Testing untestable code
Stephan says there are only three kinds of untestable code
- Wrong object contruction (new is evit)
- Tight coupling
- Uncertainty (i.e. globals)
In legacy systems you will find a lot of those aspects and the only way to make those testable is to refactor. However according to Martin Fowler you need a test coverage before you can start refactoring which is a chicken and egg problem.
Still we can do something. But we don’t want to change existing code as we could not say what bugs we may introduce.
Instead we can use PHPs autoload facility or the include path to load our own implementations of hard coded dependencies and we can use stream wrappers to mock i.e. file access. We can also replace database servers by proxies or changing your local /etc/hosts file when access details are hardcoded. You can even use Reflection or autoloading and rewriting to change private function public but that should be a last ressort. The whole idea is not to change the dependencies within the code at this point but to exchange the targets they point to.
This way you can remove side effects and isolate the code you want to test.
Stephan also mentioned vfsStream which mocks a filesystem and pecl runkit which you can use to override PHP internal functions like i.e. the mail() function.
In his company Stephan uses Generative Programming to generate (testable) software from configuration and code provided by their customers. So they have an automated way of wrapping client code without changing it and removing dependencies replacing them with mocks. This seems to be a very interesting approach that I will do a bit more research on myself I guess.
NoSQL Databases: What, When and Why – NoSQL Databases demystified
NoSQL still has a great buzz but only few people seem to be able to explain properly what use cases require them and when a traditional RDBS is still the best option. Lorenzo tried to clarify this confusion a bit.
Nowaday we see much bigger data, much more concurrent access to it and we see the data to be much more connected but also to be more diverse. It is physically not possible to deal with these facts on single nodes. And also RDBMS are just no longer able to deal with this and at the same time keep responsive.
But NoSQL databases are not the holy grail. You have to understand their strengths and theirs weaknesses. Instead of doing pointless benchmarks across different implementations Lorenzo takes a step back to the conceptual level. He starts by explaining the ACID (Atomicity, Consistency, Isolation, Durability) and the CAP (Consistency, Availability, Partitions) principles that databases want to follow. But there are conflicts in this principle that have to be considered i.e. Consistency as defined in ACID affects concurrency and therefore Availability. So decisions have to be made which of these properties are most important to your use cases. In terms of RDBMS the focus has always been on Consistency.

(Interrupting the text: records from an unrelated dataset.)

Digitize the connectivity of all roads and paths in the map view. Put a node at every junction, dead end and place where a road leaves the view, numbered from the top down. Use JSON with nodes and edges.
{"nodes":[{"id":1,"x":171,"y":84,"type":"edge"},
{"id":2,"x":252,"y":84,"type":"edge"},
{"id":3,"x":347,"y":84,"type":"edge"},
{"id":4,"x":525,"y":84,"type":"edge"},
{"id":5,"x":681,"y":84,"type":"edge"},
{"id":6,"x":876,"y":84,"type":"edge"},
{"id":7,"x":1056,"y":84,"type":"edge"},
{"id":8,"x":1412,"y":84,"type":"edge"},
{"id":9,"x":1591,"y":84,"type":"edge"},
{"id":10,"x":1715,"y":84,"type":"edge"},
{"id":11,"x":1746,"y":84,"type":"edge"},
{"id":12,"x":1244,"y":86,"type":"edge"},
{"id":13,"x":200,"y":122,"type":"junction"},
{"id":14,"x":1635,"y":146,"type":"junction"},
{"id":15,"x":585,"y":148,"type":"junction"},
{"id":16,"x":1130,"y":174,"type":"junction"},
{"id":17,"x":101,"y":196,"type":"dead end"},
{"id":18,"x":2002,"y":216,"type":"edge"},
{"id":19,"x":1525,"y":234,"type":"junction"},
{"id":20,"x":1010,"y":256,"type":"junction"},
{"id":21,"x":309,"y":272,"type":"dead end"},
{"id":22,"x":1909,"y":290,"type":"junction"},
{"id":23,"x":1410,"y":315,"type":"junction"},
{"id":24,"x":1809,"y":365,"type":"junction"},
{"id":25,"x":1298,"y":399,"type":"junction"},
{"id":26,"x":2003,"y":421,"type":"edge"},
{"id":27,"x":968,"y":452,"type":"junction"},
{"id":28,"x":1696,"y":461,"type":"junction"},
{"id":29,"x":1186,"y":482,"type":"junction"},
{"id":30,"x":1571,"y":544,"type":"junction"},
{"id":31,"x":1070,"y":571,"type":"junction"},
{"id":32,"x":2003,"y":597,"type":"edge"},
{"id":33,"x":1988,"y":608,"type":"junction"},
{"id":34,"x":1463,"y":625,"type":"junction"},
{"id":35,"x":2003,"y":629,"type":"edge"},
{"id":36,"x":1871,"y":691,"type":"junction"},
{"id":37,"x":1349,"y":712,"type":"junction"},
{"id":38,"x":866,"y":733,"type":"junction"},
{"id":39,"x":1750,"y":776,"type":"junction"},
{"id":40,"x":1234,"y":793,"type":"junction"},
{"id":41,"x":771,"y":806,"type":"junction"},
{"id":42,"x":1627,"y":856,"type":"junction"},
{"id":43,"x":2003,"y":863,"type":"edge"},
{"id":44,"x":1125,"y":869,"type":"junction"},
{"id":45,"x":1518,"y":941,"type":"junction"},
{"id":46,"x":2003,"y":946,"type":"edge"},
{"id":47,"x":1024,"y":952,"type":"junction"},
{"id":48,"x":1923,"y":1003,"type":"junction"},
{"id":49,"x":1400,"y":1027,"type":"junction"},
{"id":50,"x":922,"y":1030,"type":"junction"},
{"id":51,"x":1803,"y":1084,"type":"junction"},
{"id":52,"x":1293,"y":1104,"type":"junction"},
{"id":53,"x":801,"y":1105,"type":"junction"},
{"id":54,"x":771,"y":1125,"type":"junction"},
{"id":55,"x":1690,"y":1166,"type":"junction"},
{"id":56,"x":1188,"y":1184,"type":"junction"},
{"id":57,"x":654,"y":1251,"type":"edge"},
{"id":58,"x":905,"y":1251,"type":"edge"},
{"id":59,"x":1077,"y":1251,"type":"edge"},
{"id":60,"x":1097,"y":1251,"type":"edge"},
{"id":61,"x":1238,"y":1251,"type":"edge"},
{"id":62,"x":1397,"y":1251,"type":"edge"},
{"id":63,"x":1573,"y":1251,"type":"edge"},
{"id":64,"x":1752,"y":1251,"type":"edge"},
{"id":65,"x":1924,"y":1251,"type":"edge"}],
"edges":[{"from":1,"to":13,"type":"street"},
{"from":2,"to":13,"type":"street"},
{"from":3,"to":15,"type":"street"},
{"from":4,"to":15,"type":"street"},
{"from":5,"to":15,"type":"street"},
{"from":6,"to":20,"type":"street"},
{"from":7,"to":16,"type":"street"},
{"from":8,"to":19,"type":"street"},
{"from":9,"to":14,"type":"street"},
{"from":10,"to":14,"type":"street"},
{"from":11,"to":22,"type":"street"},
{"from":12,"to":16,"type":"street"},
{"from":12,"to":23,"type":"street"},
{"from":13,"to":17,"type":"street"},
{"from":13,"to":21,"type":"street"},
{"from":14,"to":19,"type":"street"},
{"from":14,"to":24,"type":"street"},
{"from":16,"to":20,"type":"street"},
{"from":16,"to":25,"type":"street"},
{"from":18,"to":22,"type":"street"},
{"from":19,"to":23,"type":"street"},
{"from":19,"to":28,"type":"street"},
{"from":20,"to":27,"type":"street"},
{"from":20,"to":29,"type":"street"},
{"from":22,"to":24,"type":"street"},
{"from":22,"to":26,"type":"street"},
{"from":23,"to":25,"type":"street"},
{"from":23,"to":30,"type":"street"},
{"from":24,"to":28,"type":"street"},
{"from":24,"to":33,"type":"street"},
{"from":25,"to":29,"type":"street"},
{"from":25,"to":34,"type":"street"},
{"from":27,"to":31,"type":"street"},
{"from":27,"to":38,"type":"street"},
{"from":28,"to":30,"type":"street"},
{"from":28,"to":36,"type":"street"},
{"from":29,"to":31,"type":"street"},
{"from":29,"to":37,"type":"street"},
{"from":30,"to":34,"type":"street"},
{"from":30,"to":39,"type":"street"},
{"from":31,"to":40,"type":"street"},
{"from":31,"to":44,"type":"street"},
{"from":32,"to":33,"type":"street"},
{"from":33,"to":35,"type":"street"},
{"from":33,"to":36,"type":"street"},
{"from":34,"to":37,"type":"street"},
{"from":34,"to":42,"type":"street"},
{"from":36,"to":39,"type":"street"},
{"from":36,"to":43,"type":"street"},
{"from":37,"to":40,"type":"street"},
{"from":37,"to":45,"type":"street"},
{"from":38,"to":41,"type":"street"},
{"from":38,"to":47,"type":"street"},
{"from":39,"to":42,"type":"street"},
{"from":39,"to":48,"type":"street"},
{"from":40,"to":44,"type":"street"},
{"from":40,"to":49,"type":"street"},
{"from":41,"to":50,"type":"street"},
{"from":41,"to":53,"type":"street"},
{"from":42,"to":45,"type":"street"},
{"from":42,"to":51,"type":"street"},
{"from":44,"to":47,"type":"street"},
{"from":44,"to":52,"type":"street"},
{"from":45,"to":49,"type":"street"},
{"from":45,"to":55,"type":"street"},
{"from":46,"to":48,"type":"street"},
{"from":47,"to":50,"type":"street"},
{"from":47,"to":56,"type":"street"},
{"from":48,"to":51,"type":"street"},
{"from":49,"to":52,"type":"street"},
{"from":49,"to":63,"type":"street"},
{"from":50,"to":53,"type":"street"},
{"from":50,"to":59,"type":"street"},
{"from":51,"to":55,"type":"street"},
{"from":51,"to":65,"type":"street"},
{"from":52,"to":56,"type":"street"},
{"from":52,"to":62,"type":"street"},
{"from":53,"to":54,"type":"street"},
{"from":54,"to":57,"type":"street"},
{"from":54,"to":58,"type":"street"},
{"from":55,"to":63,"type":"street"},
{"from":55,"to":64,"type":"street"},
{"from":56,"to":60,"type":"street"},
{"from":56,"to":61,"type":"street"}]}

To deal with this there are two strategies
- CP – focussing on Consistency (but tolerating in-Availability)
- AP – focussing on Availability (but tolerating in-Consistency)
Lorenzo went on to explain in depth some partition strategies as described in the Dynamo Paper by Amazon and then explained some of the following implementation like Voldemort or membase, memcache or Riak and then Google BigTable and Facebooks Cassandra. He focussed on the partition strategies as they are making all the difference between implementations and they define whether an implementation suits your needs.
Finally he talked about todays favorites CouchDB and MongoDB which focus on high availability for both writing and reading but it does not resolve conflicts. Those are up to you to deal with in the application. Simply put CouchDB is optimized for recurring queries while MongoDB is more flexible but does not reliably persist your data.
Lorenzo shows in great detail the differences of those various implementations and made it clear that only a closer look helps to find the right solution for a particular use case. I was missing some example use cases though.
Finally it all ended
Three days went very fast and now there is only one evening left for me before I will leave for home tomorrow.
Thanks a lot for all the fellow speakers, sponsors and foremost all involved in organizing this fantastic event!!!